In its ruling, the IRS clarifies that certain 403(b) plans may invest in a group trust without the trust losing its tax-exempt status. These include 403(b) plans organized under IRC Section 403(b)(7), which are custodial accounts that may invest only in mutual funds, and under IRC Section 403(b)(9), which are a type of church plan. However, the ruling does not apply to 403(b) plans that are annuity arrangements under Section 403(b)(1). Therefore, the trust may lose its tax-exempt status if it admits a 403(b)(1) investor.

Importantly, even if a 403(b) plan can invest in a group trust for tax purposes, the group trust may be subject to registration as an investment company under the Investment Company Act of 1940 (’40 Act), and its units may be subject to registration under the Securities Act of 1933 (’33 Act). To avoid registration, the trust sponsors most often intend to comply with exemptions under Section 3(c)(11) of the ’40 Act and Section 3(a)(2) of the ’33 Act in cases where 403(b) participants may direct the investment of assets.

Unfortunately, the above ’40 and ’33 Act exemptions apply only to a 403(b) plan that is a 403(b)(9) church plan. The exemptions are not available if a participant-directed 403(b)(7) custodial account invests in a group trust. Therefore, group trusts continue to be unavailable to 403(b)(7)s unless the trust sponsor is willing to register the group trust under the ’40 and ’33 Acts.

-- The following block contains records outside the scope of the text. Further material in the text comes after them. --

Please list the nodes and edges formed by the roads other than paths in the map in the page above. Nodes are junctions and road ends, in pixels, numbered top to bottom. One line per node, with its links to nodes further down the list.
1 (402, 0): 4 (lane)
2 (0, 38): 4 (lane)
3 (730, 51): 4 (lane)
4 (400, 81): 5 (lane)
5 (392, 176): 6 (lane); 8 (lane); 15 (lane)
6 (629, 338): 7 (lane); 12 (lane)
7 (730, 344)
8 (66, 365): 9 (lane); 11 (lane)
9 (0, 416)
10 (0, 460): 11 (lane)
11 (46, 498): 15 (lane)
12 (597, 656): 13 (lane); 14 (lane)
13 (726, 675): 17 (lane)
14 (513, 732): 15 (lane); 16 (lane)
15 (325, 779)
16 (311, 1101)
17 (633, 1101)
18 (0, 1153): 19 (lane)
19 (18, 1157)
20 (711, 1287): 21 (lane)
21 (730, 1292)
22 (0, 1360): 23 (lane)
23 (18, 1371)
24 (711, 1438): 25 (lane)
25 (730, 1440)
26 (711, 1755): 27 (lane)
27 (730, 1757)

Fortunately, however, 403(b) plans may have other options, including the use of an investment management service or implementation of a “generic investment option.” First, it is possible to structure an investment management program or service to 403(b) plans that does not result in the creation of an actual or “deemed” pooled fund subject to the ’40 Act. The SEC issued SEC Rule 3a-4 several years ago, in which it provides for a nonexclusive safe harbor from the definition of an investment company and registration under the ’33 Act for programs that provide discretionary investment advisory services to individuals, including 403(b) plan participants. Among other things, the rule requires that the investment advice be individualized and that the participant have the option to opt out of investments available under the service.

The SEC has ruled on a number of occasions—including the no-action letter issued to Benson White & Co., which became publicly available June 14, 1995—that investment services, if structured in a specified manner, may avoid ’40 and ’33 Act registration. The SEC does not always require that the advice be “individualized” or that the participant be able to opt out of an investment.

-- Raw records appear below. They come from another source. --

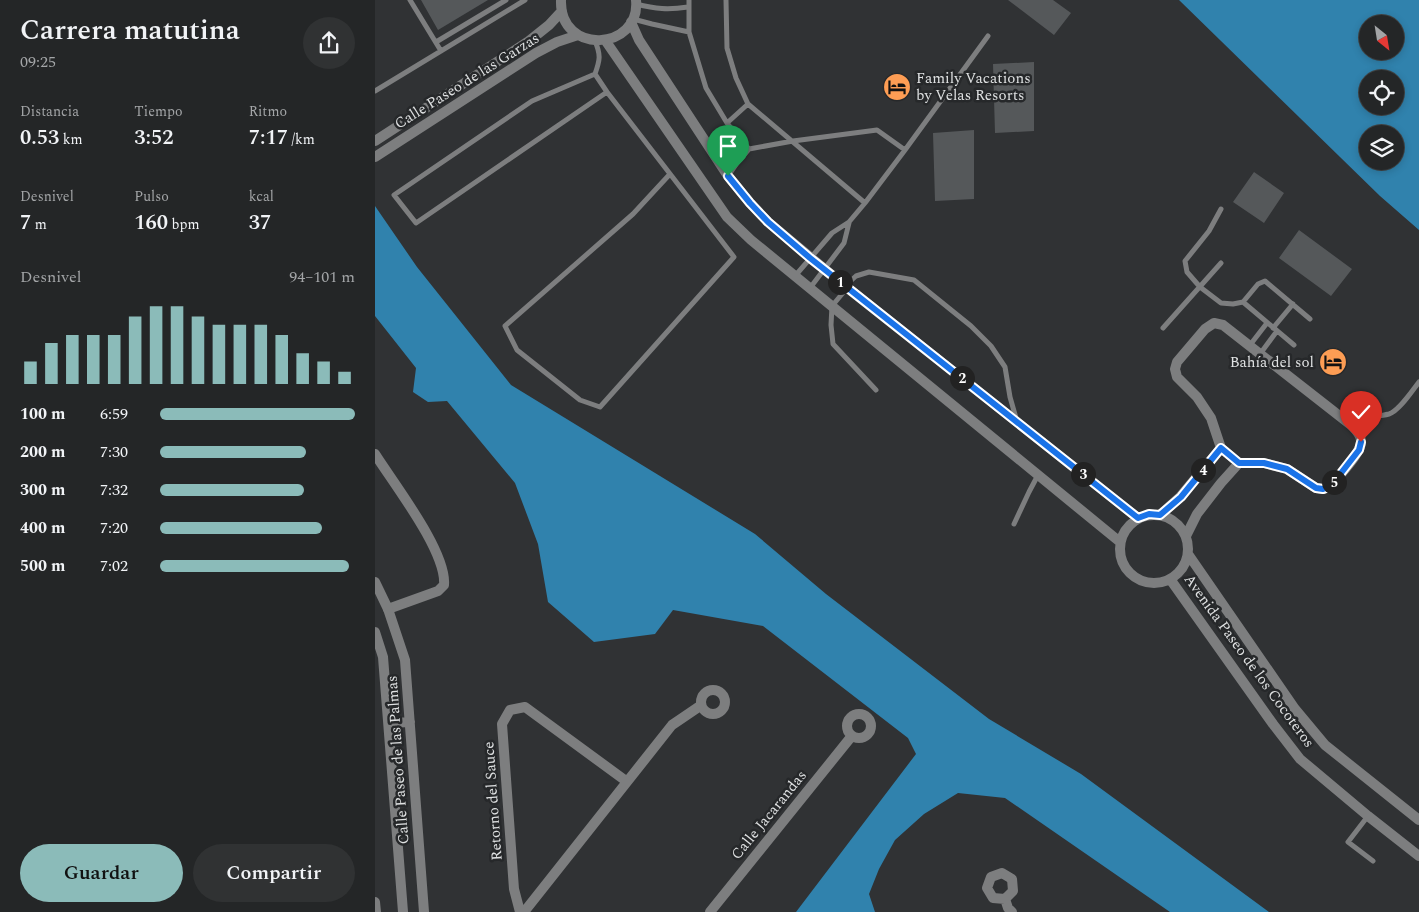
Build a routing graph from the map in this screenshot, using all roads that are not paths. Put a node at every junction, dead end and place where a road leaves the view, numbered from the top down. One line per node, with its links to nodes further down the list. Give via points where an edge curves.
1 (410, 0): 15 (lane)
2 (507, 0): 15 (lane)
3 (525, 0): 16 (lane)
4 (561, 0): 9 (street)
5 (689, 0): 8 (lane)
6 (726, 0): 20 (lane, via 727,48)
7 (636, 2): 8 (lane, via 667,10); 10 (street)
8 (688, 7): 11 (lane)
9 (561, 11): 12 (street, via 570,29); 23 (street, Calle Paseo de las Garzas, via 529,41)
10 (632, 20): 11 (lane); 14 (street, via 615,37); 27 (street, via 639,40)
11 (689, 32): 21 (lane, via 706,88)
12 (578, 35): 14 (street); 28 (street, Calle Paseo de las Garzas, via 536,53)
13 (988, 36): 26 (lane)
14 (600, 41): 17 (lane); 37 (street, via 727,217)
15 (436, 42): 16 (lane)
16 (441, 51): 18 (lane)
17 (595, 74): 19 (lane); 19 (lane, via 532,101 394,194 416,223)
18 (375, 91)
19 (607, 92): 29 (lane)
20 (748, 104): 21 (lane); 24 (lane)
21 (727, 123): 22 (lane)
22 (739, 139): 25 (lane); 27 (lane)
23 (375, 141)
24 (793, 141): 25 (lane); 26 (lane, via 877,130); 31 (lane)
25 (749, 149): 30 (lane)
26 (905, 150): 31 (lane)
27 (712, 151): 30 (street)
28 (377, 155)
29 (670, 174): 29 (lane, via 733,257 600,407 579,400 517,350 505,326 633,214)
30 (728, 176): 34 (street, via 768,222)
31 (865, 203): 33 (lane)
32 (1221, 209): 39 (lane, via 1209,231 1185,261 1187,272)
33 (849, 222): 34 (lane, via 832,233); 36 (lane, via 844,243)
34 (810, 258): 36 (street); 37 (lane)
35 (1221, 263): 39 (lane)
36 (825, 270): 38 (street); 40 (lane)
37 (795, 276): 40 (street)
38 (847, 287): 43 (lane); 53 (street); 53 (lane, via 856,276 869,272 914,280 991,346 1005,367)
39 (1200, 287): 41 (lane, via 1221,303); 46 (lane)
40 (810, 288): 43 (street)
41 (1243, 302): 42 (lane, via 1257,284 1265,281); 45 (lane)
42 (1293, 304): 44 (lane); 47 (lane)
43 (832, 306): 52 (lane, via 833,344); 58 (street)
44 (1310, 319)
45 (1267, 323): 47 (lane); 48 (lane)
46 (1163, 328)
47 (1275, 329): 49 (lane); 50 (lane)
48 (1250, 345): 50 (street); 55 (street, via 1223,325 1214,323 1177,362 1175,369 1177,377 1197,397 1211,418)
49 (1294, 345)
50 (1260, 354): 54 (street)
51 (1419, 382): 54 (lane, via 1397,410 1367,416)
52 (876, 390)
53 (1016, 421): 60 (street)
54 (1351, 425): 57 (street, via 1359,432 1359,450 1331,486 1323,489 1316,488 1287,469 1264,463)
55 (1221, 448): 57 (street); 59 (street, via 1181,497)
56 (375, 454): 67 (street, via 433,543 444,578 444,585 438,591)
57 (1239, 463): 62 (street, via 1197,514)
58 (1039, 475): 61 (lane); 63 (street)
59 (1160, 515): 60 (street); 62 (street, via 1171,518)
60 (1138, 518): 63 (street, via 1129,525)
61 (1014, 524)
62 (1186, 536): 64 (street, Avenida Paseo de los Cocoteros)
63 (1120, 542): 65 (street, Avenida Paseo de los Cocoteros, via 1123,564 1138,580 1160,583)
64 (1188, 554): 65 (street, Avenida Paseo de los Cocoteros, via 1179,573); 75 (street, Avenida Paseo de los Cocoteros, via 1295,709 1325,745)
65 (1170, 579): 74 (street, Avenida Paseo de los Cocoteros, via 1300,759)
66 (375, 582): 67 (street, Calle Paseo de las Palmas)
67 (388, 609): 70 (street, Calle Paseo de las Palmas, via 405,660)
68 (375, 632): 71 (street, Calle Paseo de las Palmas, via 383,656)
69 (700, 706): 73 (street, Retorno del Sauce, via 672,725)
70 (410, 722): 71 (street); 82 (street, Calle Paseo de las Palmas)
71 (389, 723): 81 (street, Calle Paseo de las Palmas)
72 (851, 737): 84 (street, Calle Jacarandas)
73 (626, 781): 83 (street, Retorno del Sauce); 83 (street, Retorno del Sauce, via 525,707 510,710 502,724 514,889)
74 (1368, 816): 76 (street, Avenida Paseo de los Cocoteros); 77 (lane, via 1349,842)
75 (1419, 820)
76 (1419, 856)
77 (1373, 861)
78 (1005, 899): 85 (street)
79 (375, 902): 80 (street)
80 (376, 912)
81 (403, 912)
82 (424, 912)
83 (522, 912)
84 (710, 912)
85 (1012, 912)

More recently, on April 8, 2014, the SEC issued a no-action letter to Invesco Advisers Inc. In the letter, the SEC determined that a “generic stable value investment option” under a 403(b) plan with both an annuity and custodial component would not result in a deemed investment company or require registration. The generic option appears to have been set up as a managed account or a so-called “white label” fund, possibly in reliance upon the Benson White model. The assets of the 403(b) were then invested in insurance company pooled separate accounts. The participants were given the option to invest only in the generic option and were not made aware of the underlying account investments. The 403(b) plan sponsor, which is either a fiduciary under the Employee Retirement Income Security Act (ERISA) or contractually bound to comply with ERISA’s fiduciary standards, selected these underlying investments. The SEC determined that the separate account investments were exempt from registration under the ’40 and ’33 Acts.

In summary, while recent IRS rulings confirm that 403(b)(7) and 403(b)(9) plans may be pooled for investment purposes, 403(b)(1) plans may not. Further, the SEC has yet to catch up to the IRS with regard to 403(b)(7) plans. However, sponsors of and advisers to these plans still have options.